Man kann natürlich die Schlagzeilen auf den Plakaten auf ihren juristischen Wahrheitsgehalt hin überprüfen und kommt schnell zum Schluss, dass keiner ein Verbrecher ist, der ein Papier liegen lässt. Dieser Ansatz ist aber falsch: wer damit beginnt, Werbeaussagen zu hinterfragen statt sie auf ihre Wirkung zu prüfen, ist schnell verzweifelt. Da müsste man ja das Bundesamt für Gesundheitswesen fragen, ob es denn nicht weh tut, wenn man zur
Aids-Bekämpfung einen Knoten in den Penis knüpft.
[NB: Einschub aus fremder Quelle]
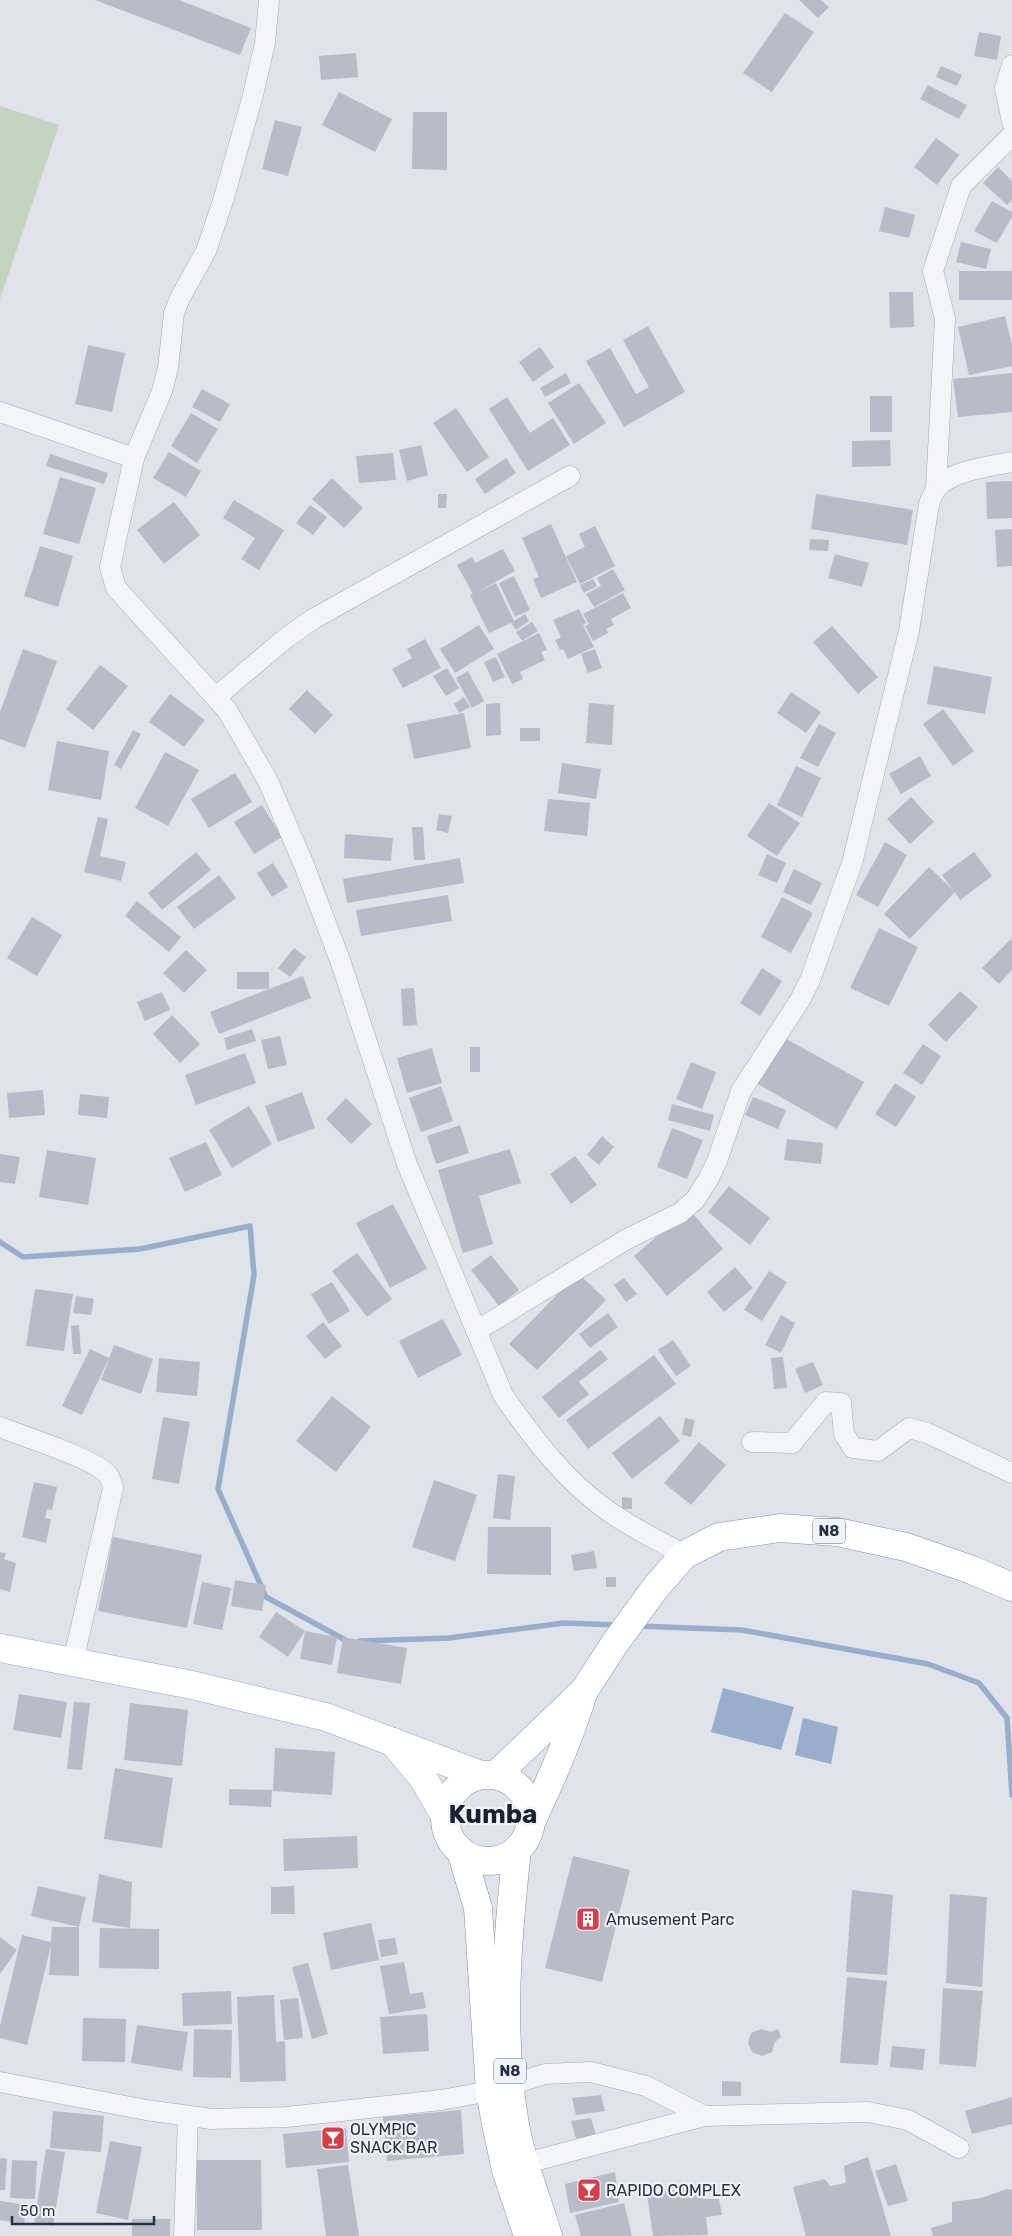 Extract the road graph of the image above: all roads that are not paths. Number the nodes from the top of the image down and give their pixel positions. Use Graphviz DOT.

Oder die
Peugeot-206-Werbung ("Start Loving") mit den Akrobatik-
Eigenschaften der Insassen messen, die es auch im Kleinwagen treiben. Richtig hingegen ist die Provokation, der Aha-Effekt oder der Widerspruch, kurz, die erzielte Wirkung. Die Kampagne "keep khur klean" ist deshalb nicht nur gut, sie ist sogar ausgezeichnet.
Wenn diese Werbekampagne nichts bringt, dann aus einem ganz anderen Grund. Solange die Verbrecher in der Stadt des organisierten Erbrechens keine Gelegenheit haben, auf den Pfad der Tugend zurückzukehren, ändert sich auch nichts. Anders gesagt: man muss seinen Dreck auch entsorgen können. Schlechtes Beispiel Regierungsplatz: überfüllte kleine Papierbehälter statt einen Container für die vielen Flaschen in der Gegend. Beispiel Bus-Haltestellen: überquellende Zeitungsbehälter, die niemand leert und die für die Stadt schon lange ein Schandfleck sind. Aber es gibt auch gute Beispiele: die Reinigungsequipe der Stadt zum Beispiel. Sie arbeitet gut, so gut, dass man sich überlegen muss, ob diese Mitarbeiter des Werkbetriebes nicht wie in Bern gleichzeitig als Touristen-Betreuer eingesetzt werden können. Wie gesagt: der Zweck heiligt die Mittel.